EXERCISE GOAL:
Check the data underneath for lines holding the word "nodes", and state only how many you find.
□ □ □
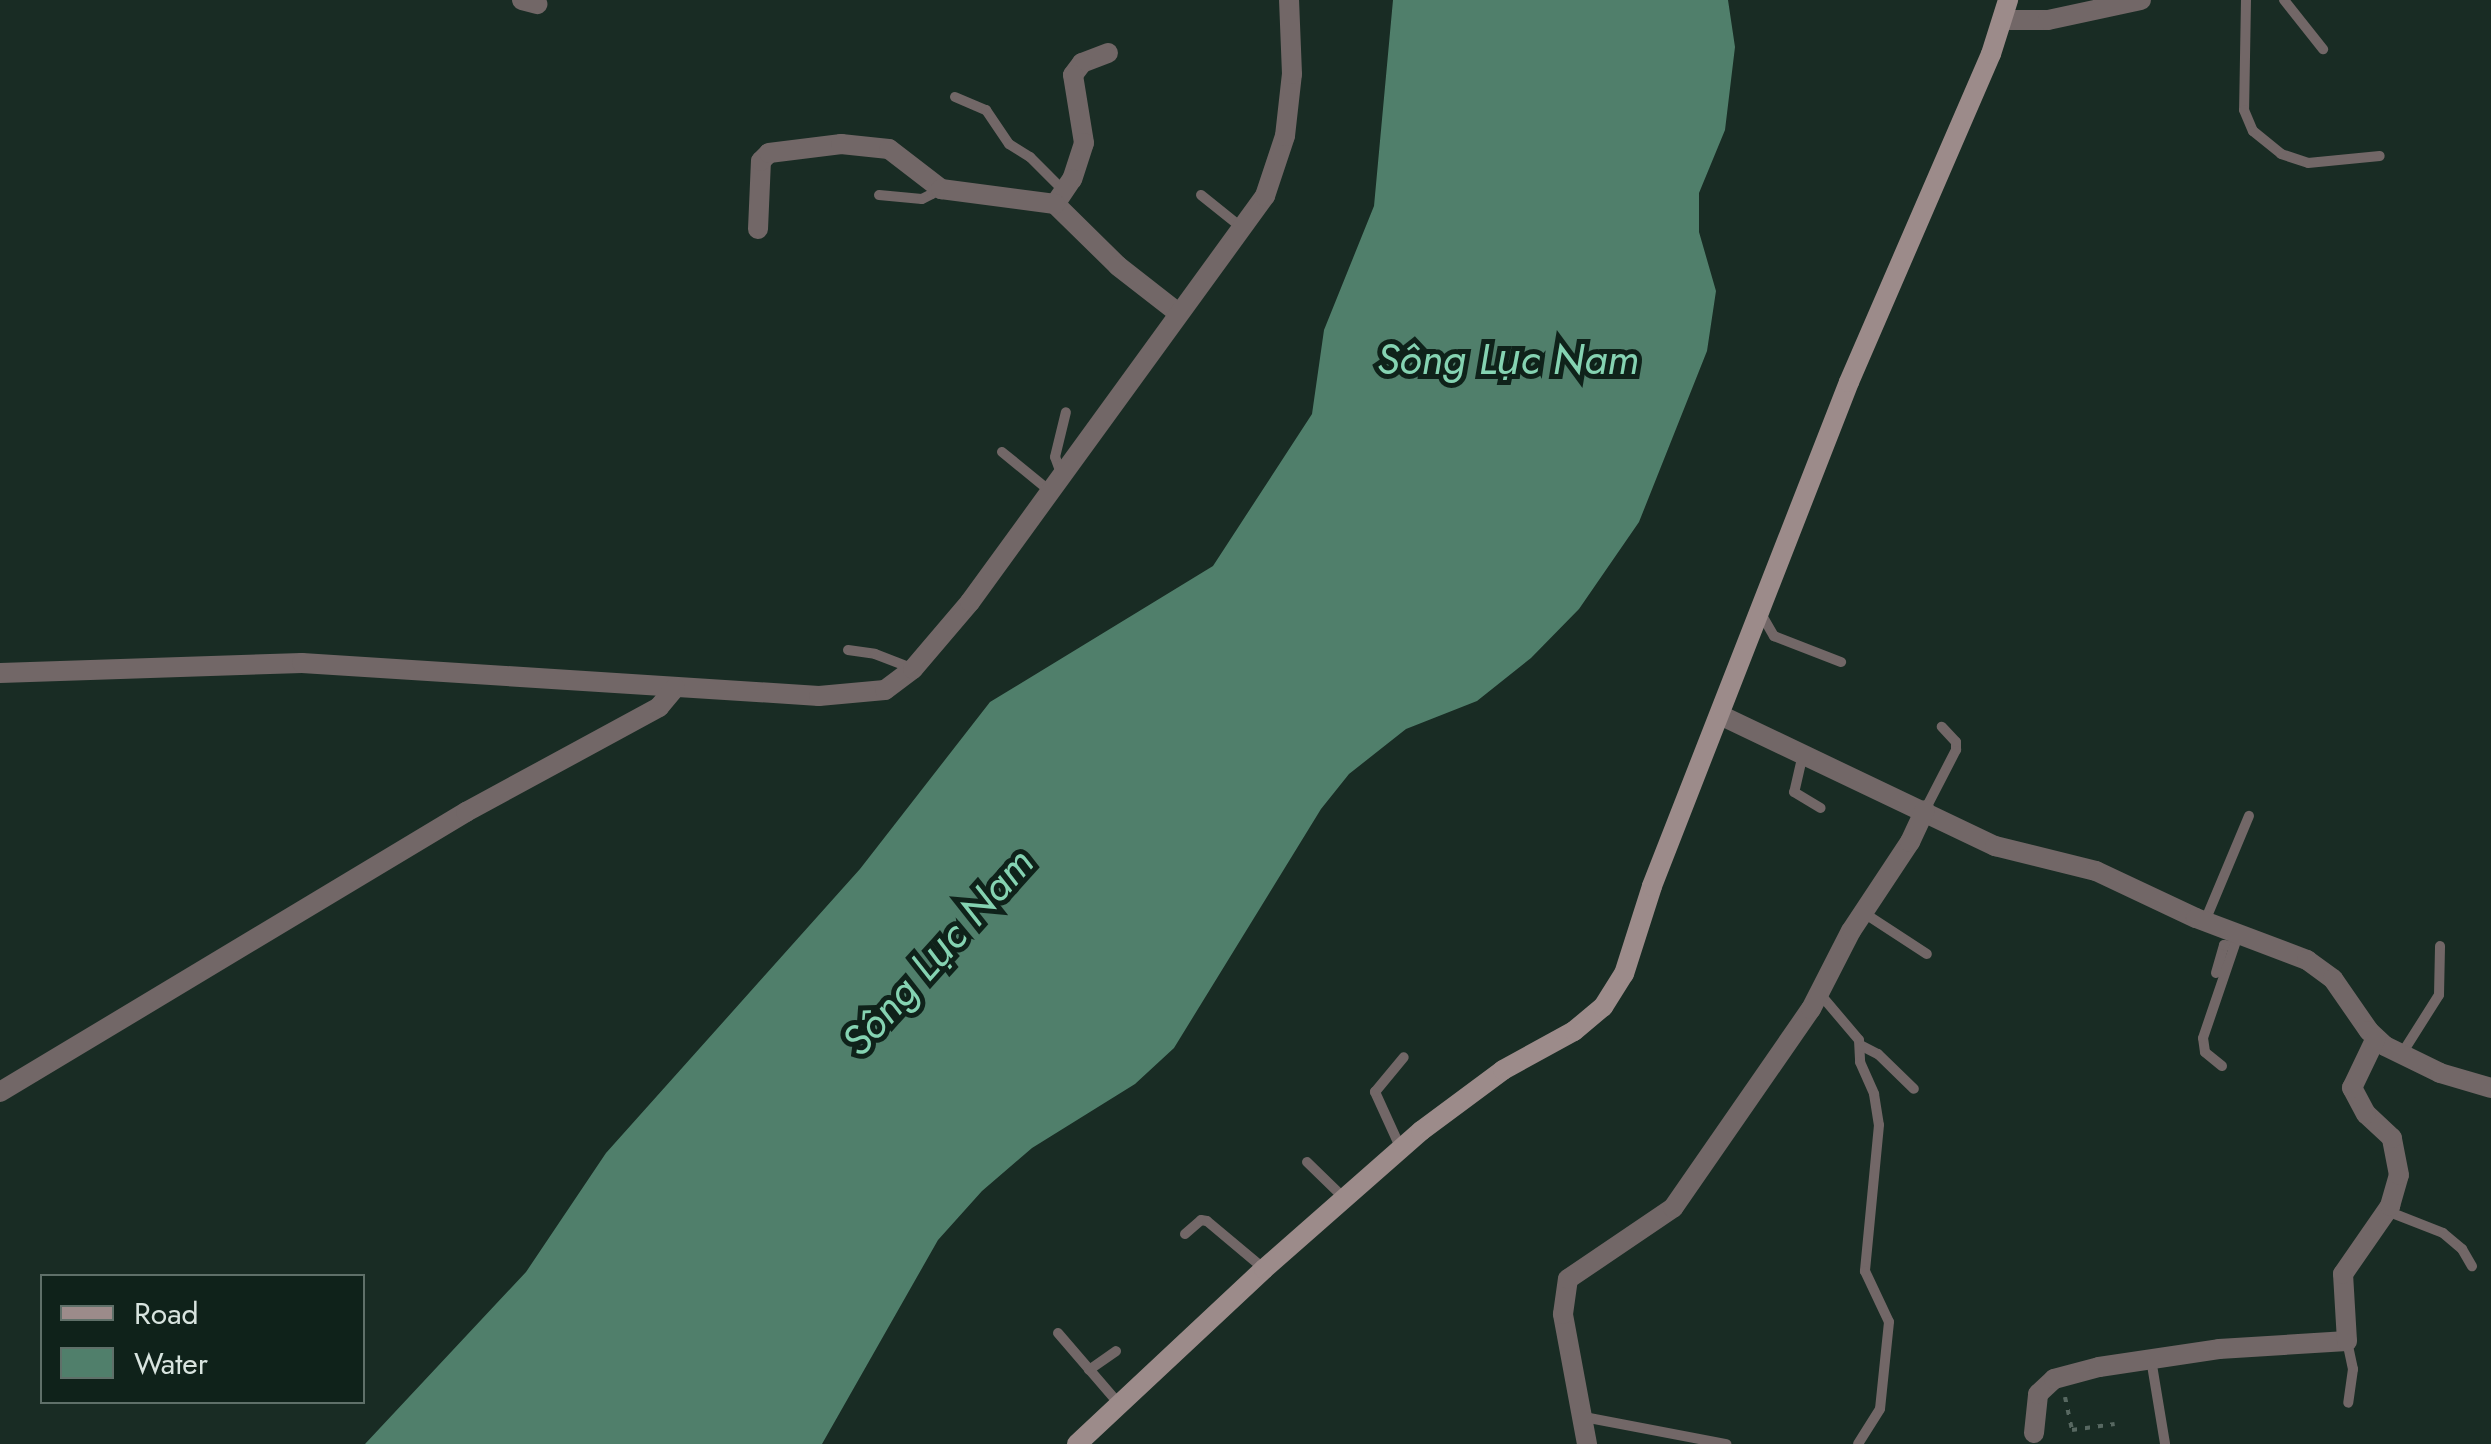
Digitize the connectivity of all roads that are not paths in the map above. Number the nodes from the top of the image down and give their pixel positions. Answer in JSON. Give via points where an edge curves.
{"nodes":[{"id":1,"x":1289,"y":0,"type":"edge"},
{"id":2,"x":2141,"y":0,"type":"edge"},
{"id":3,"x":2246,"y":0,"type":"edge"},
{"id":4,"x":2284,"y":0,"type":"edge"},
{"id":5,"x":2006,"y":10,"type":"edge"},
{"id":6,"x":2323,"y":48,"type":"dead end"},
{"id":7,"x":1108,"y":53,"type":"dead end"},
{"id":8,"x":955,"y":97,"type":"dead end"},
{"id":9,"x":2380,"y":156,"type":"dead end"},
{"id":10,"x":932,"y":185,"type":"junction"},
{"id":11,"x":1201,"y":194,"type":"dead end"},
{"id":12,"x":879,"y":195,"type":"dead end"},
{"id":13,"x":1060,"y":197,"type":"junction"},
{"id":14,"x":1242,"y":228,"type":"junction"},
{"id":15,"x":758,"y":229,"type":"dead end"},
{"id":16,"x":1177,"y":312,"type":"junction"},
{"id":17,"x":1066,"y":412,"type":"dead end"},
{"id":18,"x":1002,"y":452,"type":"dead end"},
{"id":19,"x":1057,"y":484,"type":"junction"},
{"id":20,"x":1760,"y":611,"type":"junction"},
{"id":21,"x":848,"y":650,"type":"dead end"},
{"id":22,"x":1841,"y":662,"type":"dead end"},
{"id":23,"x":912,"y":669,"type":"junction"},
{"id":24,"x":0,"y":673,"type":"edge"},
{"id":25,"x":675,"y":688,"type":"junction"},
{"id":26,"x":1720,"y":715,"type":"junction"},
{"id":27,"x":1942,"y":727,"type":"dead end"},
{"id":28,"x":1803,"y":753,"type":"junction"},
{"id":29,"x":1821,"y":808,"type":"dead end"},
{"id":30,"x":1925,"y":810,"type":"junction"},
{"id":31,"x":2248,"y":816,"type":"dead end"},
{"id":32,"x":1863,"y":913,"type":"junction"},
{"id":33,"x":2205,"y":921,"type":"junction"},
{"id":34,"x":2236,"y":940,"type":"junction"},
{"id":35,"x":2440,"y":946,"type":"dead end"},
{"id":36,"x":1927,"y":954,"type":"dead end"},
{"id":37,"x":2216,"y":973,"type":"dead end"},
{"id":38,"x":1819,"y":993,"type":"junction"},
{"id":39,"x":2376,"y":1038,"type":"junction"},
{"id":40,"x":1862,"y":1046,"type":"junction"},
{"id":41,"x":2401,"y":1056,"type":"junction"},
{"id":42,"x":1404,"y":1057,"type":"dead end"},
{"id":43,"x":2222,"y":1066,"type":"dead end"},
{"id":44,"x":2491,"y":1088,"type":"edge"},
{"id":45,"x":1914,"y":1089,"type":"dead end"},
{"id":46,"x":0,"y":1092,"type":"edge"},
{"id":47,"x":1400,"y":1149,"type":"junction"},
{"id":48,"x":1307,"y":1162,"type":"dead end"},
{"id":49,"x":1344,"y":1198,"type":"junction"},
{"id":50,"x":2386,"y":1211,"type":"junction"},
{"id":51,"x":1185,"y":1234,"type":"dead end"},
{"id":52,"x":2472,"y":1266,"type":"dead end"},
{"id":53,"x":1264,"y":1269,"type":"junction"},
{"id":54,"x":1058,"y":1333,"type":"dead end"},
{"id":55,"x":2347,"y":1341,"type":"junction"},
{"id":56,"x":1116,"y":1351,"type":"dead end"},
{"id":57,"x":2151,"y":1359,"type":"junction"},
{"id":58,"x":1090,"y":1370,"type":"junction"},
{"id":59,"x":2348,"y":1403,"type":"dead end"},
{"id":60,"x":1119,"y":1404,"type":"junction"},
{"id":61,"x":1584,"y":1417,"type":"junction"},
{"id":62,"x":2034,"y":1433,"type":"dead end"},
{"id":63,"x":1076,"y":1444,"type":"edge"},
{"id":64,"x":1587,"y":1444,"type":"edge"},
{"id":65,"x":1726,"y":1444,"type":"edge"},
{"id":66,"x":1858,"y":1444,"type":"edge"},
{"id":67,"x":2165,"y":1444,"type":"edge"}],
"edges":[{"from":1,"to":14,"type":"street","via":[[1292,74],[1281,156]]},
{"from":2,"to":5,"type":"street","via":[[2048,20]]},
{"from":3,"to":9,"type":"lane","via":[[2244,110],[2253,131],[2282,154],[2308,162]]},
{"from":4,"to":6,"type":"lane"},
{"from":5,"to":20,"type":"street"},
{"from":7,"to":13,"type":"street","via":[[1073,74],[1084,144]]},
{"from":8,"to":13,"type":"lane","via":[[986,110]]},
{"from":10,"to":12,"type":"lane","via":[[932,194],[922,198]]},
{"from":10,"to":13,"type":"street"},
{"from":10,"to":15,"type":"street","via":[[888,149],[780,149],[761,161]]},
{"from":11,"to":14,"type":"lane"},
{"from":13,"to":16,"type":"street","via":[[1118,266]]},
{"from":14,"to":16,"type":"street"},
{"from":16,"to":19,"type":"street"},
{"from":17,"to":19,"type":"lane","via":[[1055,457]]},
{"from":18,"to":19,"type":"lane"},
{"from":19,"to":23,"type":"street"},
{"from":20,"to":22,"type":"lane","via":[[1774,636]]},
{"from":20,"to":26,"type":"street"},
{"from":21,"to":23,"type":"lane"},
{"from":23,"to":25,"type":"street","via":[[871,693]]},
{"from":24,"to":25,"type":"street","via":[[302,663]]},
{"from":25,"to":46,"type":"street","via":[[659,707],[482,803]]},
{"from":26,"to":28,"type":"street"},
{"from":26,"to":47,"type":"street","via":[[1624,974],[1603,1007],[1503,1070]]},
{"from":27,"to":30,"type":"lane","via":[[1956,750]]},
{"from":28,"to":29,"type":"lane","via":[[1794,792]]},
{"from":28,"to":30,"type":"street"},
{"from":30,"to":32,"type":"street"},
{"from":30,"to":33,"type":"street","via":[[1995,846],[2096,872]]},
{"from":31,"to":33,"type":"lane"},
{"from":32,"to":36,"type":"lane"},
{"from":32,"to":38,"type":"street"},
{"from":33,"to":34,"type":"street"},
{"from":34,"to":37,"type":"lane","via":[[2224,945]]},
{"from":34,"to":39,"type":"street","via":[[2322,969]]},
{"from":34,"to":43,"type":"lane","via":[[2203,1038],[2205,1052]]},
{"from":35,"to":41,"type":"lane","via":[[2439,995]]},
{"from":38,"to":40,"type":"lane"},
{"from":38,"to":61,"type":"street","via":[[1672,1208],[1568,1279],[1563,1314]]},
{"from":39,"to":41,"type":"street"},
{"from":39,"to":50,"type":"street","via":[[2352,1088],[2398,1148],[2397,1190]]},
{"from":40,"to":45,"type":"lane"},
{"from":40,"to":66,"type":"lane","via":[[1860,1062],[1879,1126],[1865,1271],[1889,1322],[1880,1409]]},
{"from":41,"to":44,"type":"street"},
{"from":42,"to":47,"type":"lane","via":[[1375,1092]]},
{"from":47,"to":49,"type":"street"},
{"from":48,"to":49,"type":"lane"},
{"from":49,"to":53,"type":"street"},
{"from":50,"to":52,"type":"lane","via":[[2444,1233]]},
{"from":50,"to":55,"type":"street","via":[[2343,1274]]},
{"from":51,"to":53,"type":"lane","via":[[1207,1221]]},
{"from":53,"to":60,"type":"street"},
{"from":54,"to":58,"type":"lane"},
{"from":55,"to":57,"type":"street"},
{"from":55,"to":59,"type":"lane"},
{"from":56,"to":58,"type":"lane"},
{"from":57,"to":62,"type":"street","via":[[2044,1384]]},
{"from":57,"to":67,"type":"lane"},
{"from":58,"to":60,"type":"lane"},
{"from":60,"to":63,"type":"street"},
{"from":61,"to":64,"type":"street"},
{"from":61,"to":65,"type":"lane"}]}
□ □ □
EXERCISE SOLUTION:
2